ECLI:NL:CRVB:2018:3822
Centrale Raad van Beroep
- Hoger beroep
- B.M. van Dun
- Y. Azirar
- Rechtspraak.nl
Beoordeling van de mate van arbeidsongeschiktheid en de zorgvuldigheid van medisch onderzoek in het kader van de WIA
In deze zaak heeft de Centrale Raad van Beroep op 29 november 2018 uitspraak gedaan in hoger beroep tegen een eerdere uitspraak van de rechtbank Overijssel. De appellant, die zich op 1 april 2014 ziek had gemeld, had een uitkering aangevraagd op grond van de Wet werk en inkomen naar arbeidsvermogen (Wet WIA). Het Uwv had vastgesteld dat de appellant met ingang van 29 maart 2016 recht had op een loongerelateerde WGA-uitkering, waarbij de mate van arbeidsongeschiktheid was vastgesteld op 51,04%. De rechtbank had het beroep van de appellant tegen het besluit van het Uwv ongegrond verklaard, wat de appellant in hoger beroep aanvecht.

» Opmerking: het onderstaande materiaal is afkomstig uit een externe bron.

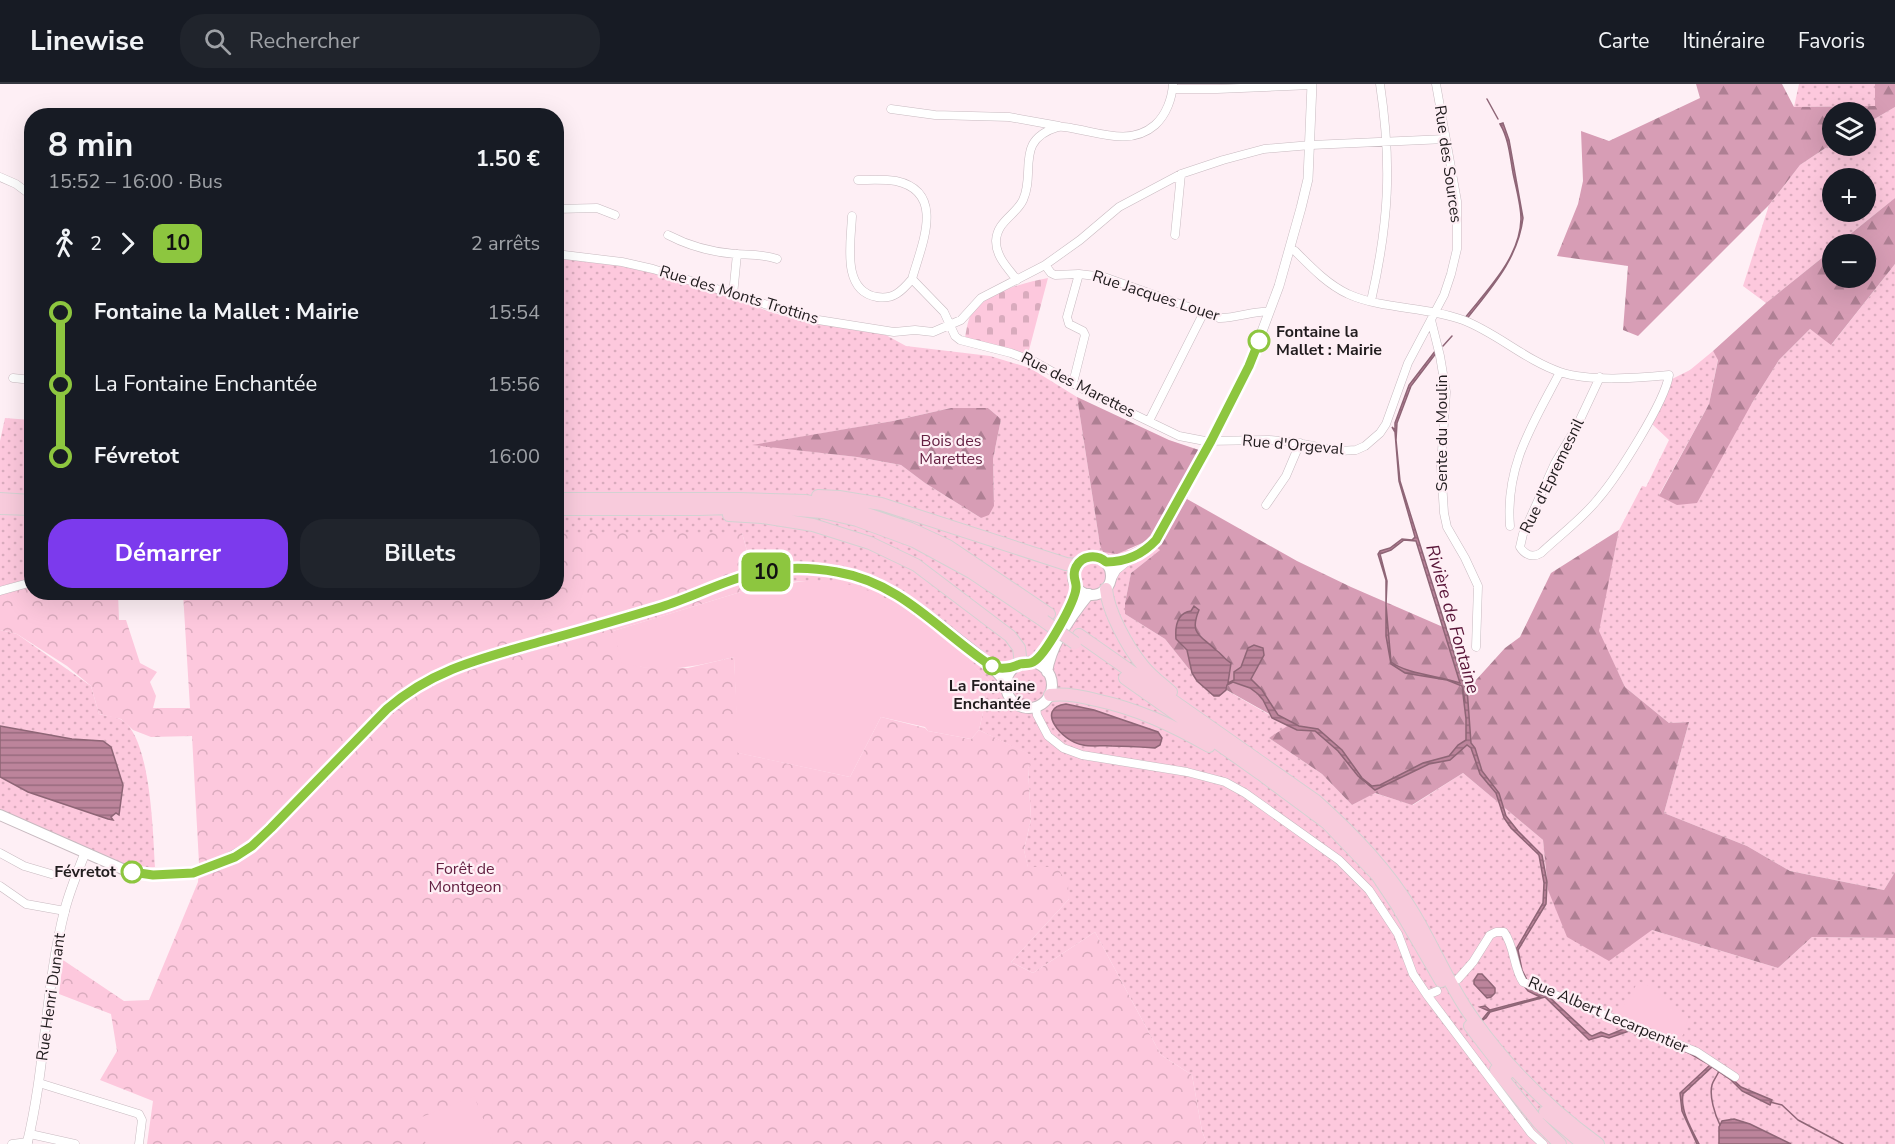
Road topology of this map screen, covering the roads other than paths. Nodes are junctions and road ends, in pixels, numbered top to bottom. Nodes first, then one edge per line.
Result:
1 (1380, 84) edge
2 (1436, 84) edge
3 (1274, 85) edge
4 (1312, 85) edge
5 (1173, 86) edge
6 (891, 109) dead end
7 (1030, 121) junction
8 (1059, 126) junction
9 (1037, 138) junction
10 (1446, 139) junction
11 (1387, 141) junction
12 (1311, 145) junction
13 (1181, 174) junction
14 (0, 177) edge
15 (858, 180) dead end
16 (24, 190) edge
17 (564, 209) edge
18 (615, 214) dead end
19 (852, 216) dead end
20 (668, 235) dead end
21 (1175, 235) dead end
22 (1290, 249) junction
23 (737, 254) junction
24 (564, 256) edge
25 (777, 259) dead end
26 (1046, 265) junction
27 (1079, 274) junction
28 (912, 279) junction
29 (1017, 280) junction
30 (733, 295) junction
31 (1371, 301) junction
32 (1269, 312) junction
33 (1436, 312) junction
34 (1203, 314) junction
35 (1431, 320) junction
36 (949, 325) junction
37 (1560, 372) junction
38 (1600, 377) junction
39 (13, 378) dead end
40 (24, 379) edge
41 (1073, 383) junction
42 (1149, 421) junction
43 (1211, 441) junction
44 (1300, 444) junction
45 (0, 499) edge
46 (656, 499) junction
47 (24, 500) edge
48 (564, 500) edge
49 (1266, 505) dead end
50 (0, 508) edge
51 (24, 509) edge
52 (564, 509) edge
53 (587, 509) junction
54 (1510, 526) dead end
55 (1129, 559) junction
56 (1106, 562) junction
57 (1076, 565) junction
58 (24, 584) edge
59 (1109, 584) junction
60 (1077, 587) junction
61 (0, 591) edge
62 (1089, 594) junction
63 (1047, 618) junction
64 (1077, 639) junction
65 (1476, 647) dead end
66 (1022, 665) junction
67 (993, 667) junction
68 (1047, 672) junction
69 (1006, 683) junction
70 (1050, 695) junction
71 (1036, 707) junction
72 (1252, 757) junction
73 (1261, 774) junction
74 (0, 815) edge
75 (85, 853) junction
76 (3, 856) edge
77 (51, 874) dead end
78 (0, 886) edge
79 (65, 911) junction
80 (1458, 979) dead end
81 (1437, 991) dead end
82 (1427, 995) junction
83 (1452, 1000) junction
84 (1735, 1077) dead end
85 (39, 1083) junction
86 (28, 1140) edge
87 (12, 1144) edge
88 (75, 1144) edge
89 (139, 1144) edge
90 (1542, 1144) edge
91 (1560, 1144) edge
92 (1583, 1144) edge
93 (1598, 1144) edge

1 - 11 street
2 - 10 street, Rue des Sources
3 - 4 street
3 - 5 street
4 - 12 street
5 - 8 street
6 - 7 street
7 - 8 street
7 - 9 street
8 - 9 street
9 - 29 street
10 - 11 street, Rue des Monts Trottins
10 - 33 street, Rue des Sources
11 - 12 street, Rue des Monts Trottins
11 - 31 street
12 - 13 street, Rue des Monts Trottins
12 - 22 street
13 - 21 street
13 - 26 street, Rue des Monts Trottins
14 - 16 street
15 - 28 street
17 - 18 street
19 - 28 street
20 - 23 street
22 - 31 street
22 - 32 street
23 - 25 street
23 - 30 street
24 - 30 street, Rue des Monts Trottins
26 - 27 street, Rue Jacques Louer
26 - 29 street, Rue des Monts Trottins
27 - 34 street, Rue Jacques Louer
27 - 41 street
28 - 36 street, Rue des Marettes
29 - 36 street, Rue des Monts Trottins
30 - 36 street, Rue des Monts Trottins
31 - 33 street
32 - 34 street, Rue Jacques Louer
32 - 43 street
33 - 35 street, Rue d'Orgeval
33 - 37 street
34 - 42 street
35 - 44 street, Rue d'Orgeval
35 - 65 street, Sente du Moulin
36 - 41 street, Rue des Marettes
37 - 38 street
37 - 54 street
38 - 38 street, Rue d'Epremesnil
39 - 40 street
41 - 42 street, Rue des Marettes
42 - 43 street, Rue des Marettes
43 - 44 street, Rue d'Orgeval
43 - 55 street
44 - 49 street
45 - 47 highway
46 - 48 highway
46 - 57 highway
46 - 63 highway
50 - 51 highway
52 - 53 highway
53 - 63 highway
53 - 66 highway
55 - 56 street
55 - 59 street
56 - 57 main road
56 - 59 main road
57 - 60 main road
58 - 61 street
59 - 62 main road
59 - 72 highway
60 - 62 main road
60 - 66 main road
62 - 68 main road
63 - 64 highway, bridge
64 - 72 highway
64 - 73 highway
66 - 67 main road
66 - 68 main road
66 - 69 main road
67 - 69 main road
67 - 75 main road
68 - 70 main road
69 - 71 main road
70 - 71 main road
70 - 73 highway
71 - 82 street
72 - 93 highway
73 - 83 highway
74 - 75 main road
75 - 79 street, Rue Henri Dunant
76 - 77 street
78 - 79 street
79 - 85 street, Rue Henri Dunant
80 - 84 street, Rue Albert Lecarpentier
81 - 82 street
82 - 90 street
83 - 91 highway
83 - 92 highway
85 - 86 street, Rue Henri Dunant
85 - 89 street
86 - 87 street
86 - 88 street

De Raad oordeelt dat de rechtbank heeft gehandeld in strijd met artikel 8:58, eerste lid, van de Algemene wet bestuursrecht (Awb) door een rapport zonder overleg met de appellant aan het dossier toe te voegen. Echter, omdat de appellant in hoger beroep alsnog de gelegenheid heeft gehad om op het rapport te reageren, is er geen reden voor vernietiging van de aangevallen uitspraak. De Raad bevestigt dat het medisch onderzoek door het Uwv zorgvuldig is uitgevoerd en dat de appellant in staat is de voorgehouden functies te vervullen. De Raad onderschrijft de conclusie van de rechtbank dat er geen aanleiding is om een onafhankelijke deskundige in te schakelen, aangezien de appellant geen nieuwe medische gegevens heeft overgelegd die niet eerder zijn gewogen.
De uitspraak bevestigt de eerdere beslissing van de rechtbank en wijst de verzoeken van de appellant af, waarbij ook geen veroordeling in proceskosten wordt uitgesproken.